### Entries supplied
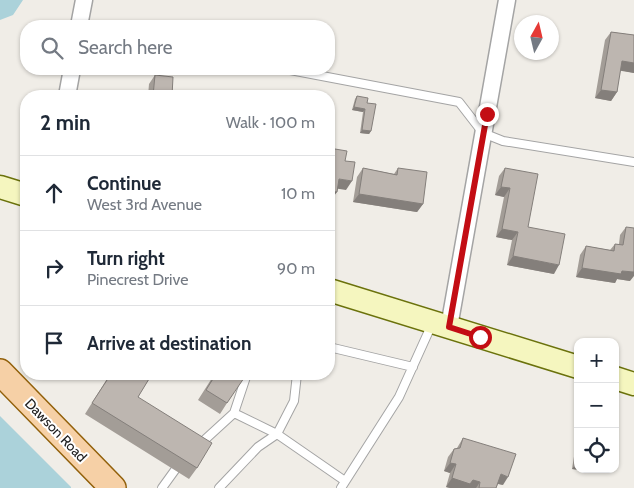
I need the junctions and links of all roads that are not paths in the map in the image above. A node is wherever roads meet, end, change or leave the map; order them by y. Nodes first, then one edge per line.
1 (84, 0) edge
2 (507, 0) edge
3 (80, 20) edge
4 (71, 75) edge
5 (317, 75) edge
6 (68, 90) edge
7 (483, 133) junction
8 (634, 162) edge
9 (0, 187) edge
10 (20, 193) edge
11 (335, 292) edge
12 (441, 325) junction
13 (335, 348) edge
14 (574, 366) edge
15 (413, 367) junction
16 (0, 372) edge
17 (619, 379) edge
18 (245, 380) edge
19 (296, 380) edge
20 (634, 384) edge
21 (234, 413) junction
22 (277, 434) junction
23 (196, 448) edge
24 (175, 470) edge
25 (343, 484) edge
26 (113, 488) edge
27 (162, 488) edge
28 (219, 488) edge

1 - 3 street
2 - 7 street
4 - 6 street
5 - 7 lane
7 - 8 lane
7 - 12 street
9 - 10 street
11 - 12 street
12 - 14 street
12 - 15 lane
13 - 15 lane
15 - 25 lane
16 - 26 main road, Dawson Road
17 - 20 street
18 - 21 lane
19 - 22 lane
21 - 22 lane
21 - 23 lane
22 - 25 lane
22 - 28 lane
24 - 27 lane

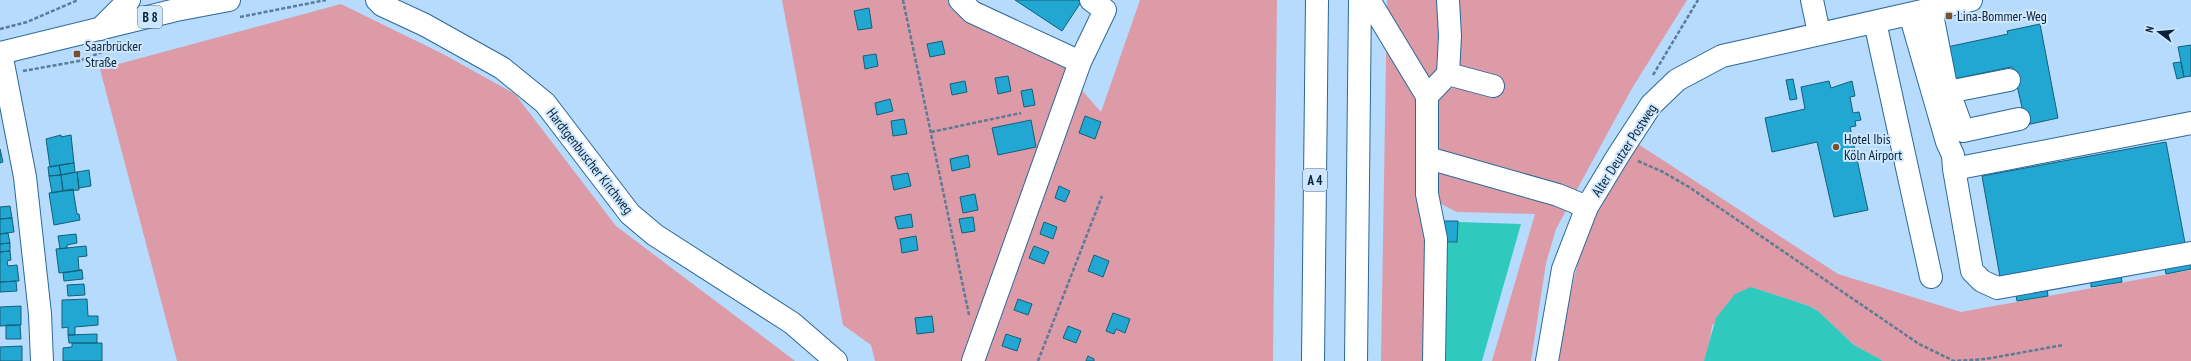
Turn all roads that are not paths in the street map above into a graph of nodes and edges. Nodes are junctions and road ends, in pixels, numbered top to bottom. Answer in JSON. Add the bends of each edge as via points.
{"nodes":[{"id":1,"x":129,"y":0,"type":"edge"},
{"id":2,"x":377,"y":0,"type":"edge"},
{"id":3,"x":960,"y":0,"type":"edge"},
{"id":4,"x":1091,"y":0,"type":"edge"},
{"id":5,"x":1317,"y":0,"type":"edge"},
{"id":6,"x":1360,"y":0,"type":"edge"},
{"id":7,"x":1369,"y":0,"type":"edge"},
{"id":8,"x":1448,"y":0,"type":"edge"},
{"id":9,"x":1812,"y":0,"type":"edge"},
{"id":10,"x":1971,"y":0,"type":"edge"},
{"id":11,"x":198,"y":3,"type":"edge"},
{"id":12,"x":175,"y":5,"type":"edge"},
{"id":13,"x":1922,"y":8,"type":"edge"},
{"id":14,"x":232,"y":9,"type":"edge"},
{"id":15,"x":1875,"y":22,"type":"junction"},
{"id":16,"x":100,"y":29,"type":"junction"},
{"id":17,"x":1819,"y":33,"type":"junction"},
{"id":18,"x":0,"y":53,"type":"edge"},
{"id":19,"x":1080,"y":62,"type":"junction"},
{"id":20,"x":1448,"y":74,"type":"junction"},
{"id":21,"x":2009,"y":80,"type":"dead end"},
{"id":22,"x":1493,"y":86,"type":"dead end"},
{"id":23,"x":1948,"y":92,"type":"junction"},
{"id":24,"x":1428,"y":96,"type":"junction"},
{"id":25,"x":2019,"y":119,"type":"dead end"},
{"id":26,"x":2191,"y":123,"type":"edge"},
{"id":27,"x":1428,"y":158,"type":"junction"},
{"id":28,"x":1954,"y":169,"type":"junction"},
{"id":29,"x":1587,"y":207,"type":"junction"},
{"id":30,"x":2191,"y":253,"type":"edge"},
{"id":31,"x":1931,"y":276,"type":"dead end"},
{"id":32,"x":42,"y":361,"type":"edge"},
{"id":33,"x":836,"y":361,"type":"edge"},
{"id":34,"x":973,"y":361,"type":"edge"},
{"id":35,"x":1313,"y":361,"type":"edge"},
{"id":36,"x":1356,"y":361,"type":"edge"},
{"id":37,"x":1434,"y":361,"type":"edge"},
{"id":38,"x":1547,"y":361,"type":"edge"}],
"edges":[{"from":1,"to":16,"type":"main road"},
{"from":2,"to":33,"type":"main road","name":"Hardtgenbuscher Kirchweg","via":[[382,5],[425,25],[502,68],[544,102],[630,214],[656,235],[792,323]]},
{"from":3,"to":19,"type":"main road","via":[[972,12]]},
{"from":4,"to":19,"type":"main road","via":[[1105,10]]},
{"from":5,"to":35,"type":"main road","number":"A 4"},
{"from":6,"to":36,"type":"main road"},
{"from":7,"to":24,"type":"main road"},
{"from":8,"to":20,"type":"main road"},
{"from":9,"to":17,"type":"main road"},
{"from":10,"to":13,"type":"main road","name":"Alter Deutzer Postweg"},
{"from":11,"to":12,"type":"main road","number":"B 8"},
{"from":11,"to":14,"type":"main road","number":"B 8"},
{"from":12,"to":16,"type":"main road","number":"B 8"},
{"from":13,"to":15,"type":"main road","name":"Alter Deutzer Postweg"},
{"from":13,"to":23,"type":"main road"},
{"from":13,"to":28,"type":"main road"},
{"from":15,"to":17,"type":"main road","name":"Alter Deutzer Postweg"},
{"from":15,"to":31,"type":"main road"},
{"from":16,"to":18,"type":"main road","number":"B 8"},
{"from":17,"to":29,"type":"main road","name":"Alter Deutzer Postweg","via":[[1722,56],[1676,80],[1651,105]]},
{"from":18,"to":32,"type":"main road","via":[[25,178],[40,314]]},
{"from":19,"to":34,"type":"main road"},
{"from":20,"to":22,"type":"main road"},
{"from":20,"to":24,"type":"main road"},
{"from":21,"to":23,"type":"main road"},
{"from":23,"to":25,"type":"main road","via":[[1963,130]]},
{"from":24,"to":27,"type":"main road"},
{"from":26,"to":28,"type":"main road"},
{"from":27,"to":29,"type":"main road","via":[[1558,195]]},
{"from":27,"to":37,"type":"main road","via":[[1427,194],[1436,239]]},
{"from":28,"to":30,"type":"main road","via":[[1972,271],[1982,281],[1997,288]]},
{"from":29,"to":38,"type":"main road","name":"Alter Deutzer Postweg","via":[[1563,269]]}]}
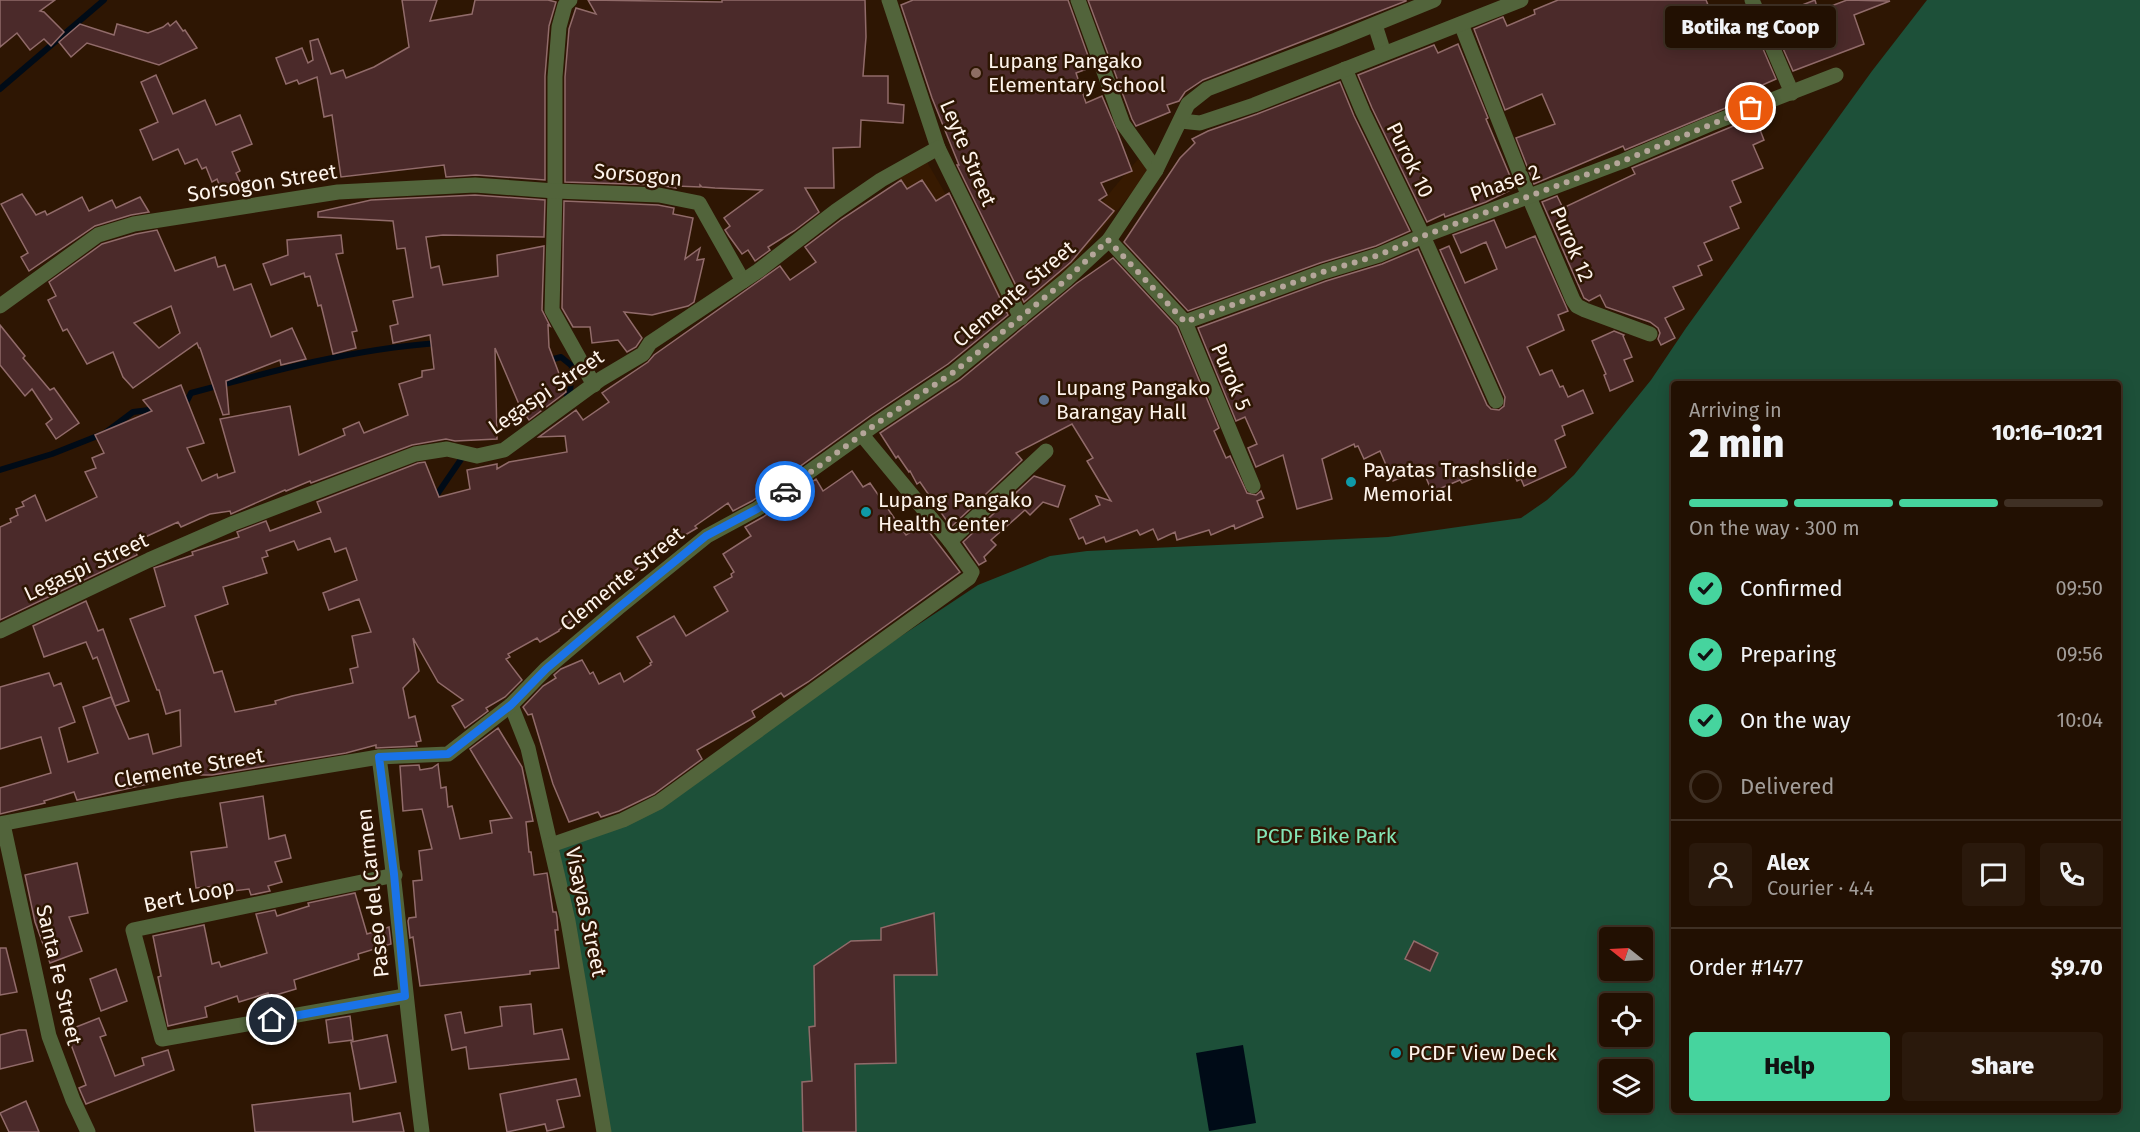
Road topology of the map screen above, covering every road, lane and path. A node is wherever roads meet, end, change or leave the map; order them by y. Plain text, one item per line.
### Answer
1 (570, 0) edge
2 (889, 0) edge
3 (1078, 0) edge
4 (1434, 0) edge
5 (1521, 0) edge
6 (1752, 0) edge
7 (1490, 6) edge
8 (1461, 24) junction
9 (1375, 25) junction
10 (1384, 54) junction
11 (1345, 69) junction
12 (1836, 75) dead end
13 (1792, 93) junction
14 (1181, 121) junction
15 (938, 148) junction
16 (1156, 170) junction
17 (555, 191) junction
18 (1529, 197) junction
19 (1423, 236) junction
20 (1108, 240) junction
21 (743, 281) junction
22 (0, 306) edge
23 (1021, 318) junction
24 (1185, 322) junction
25 (1650, 334) dead end
26 (594, 386) junction
27 (1496, 401) dead end
28 (862, 435) junction
29 (1046, 451) dead end
30 (1253, 486) dead end
31 (950, 542) junction
32 (0, 631) edge
33 (511, 705) junction
34 (379, 757) junction
35 (2, 824) edge
36 (551, 845) junction
37 (394, 874) junction
38 (405, 996) junction
39 (88, 1132) edge
40 (422, 1132) edge
41 (604, 1132) edge

1 - 17 street
2 - 15 street, Leyte Street
3 - 16 street
4 - 9 street, Clemente Street
5 - 7 street
6 - 13 street
7 - 8 street
8 - 10 street
8 - 18 street, Purok 12
9 - 10 street
9 - 14 street, Clemente Street
10 - 11 street
11 - 14 street
11 - 19 street, Purok 10
12 - 13 street, Phase 2
13 - 18 street, Phase 2
14 - 16 street, Clemente Street
15 - 21 street, Legaspi Street
15 - 23 street, Leyte Street
16 - 20 street, Clemente Street
17 - 21 street, Sorsogon
17 - 22 street, Sorsogon Street
17 - 26 street
18 - 19 street, Phase 2
18 - 25 street, Purok 12
19 - 24 street, Phase 2
19 - 27 street, Purok 10
20 - 23 street, Clemente Street
20 - 24 street, Purok 5
21 - 26 street, Legaspi Street
23 - 28 street, Clemente Street
24 - 30 street, Purok 5
26 - 32 street, Legaspi Street
28 - 31 street
28 - 33 street, Clemente Street
29 - 31 street
31 - 36 street
33 - 34 street, Clemente Street
33 - 36 street, Visayas Street
34 - 35 street, Clemente Street
34 - 37 street, Paseo del Carmen
35 - 39 street, Santa Fe Street
36 - 41 street, Visayas Street
37 - 38 street, Paseo del Carmen
37 - 38 street, Bert Loop
38 - 40 street, Paseo del Carmen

### Work order
Filter the listing for the word "Answer" and copy each line that has it.

### Task output
Turn all roads that are not paths in the street map above into a graph of nodes and edges. Nodes are junctions and road ends, in pixels, numbered top to bottom. Answer in JSON. Add the bends of each edge as via points.
### Answer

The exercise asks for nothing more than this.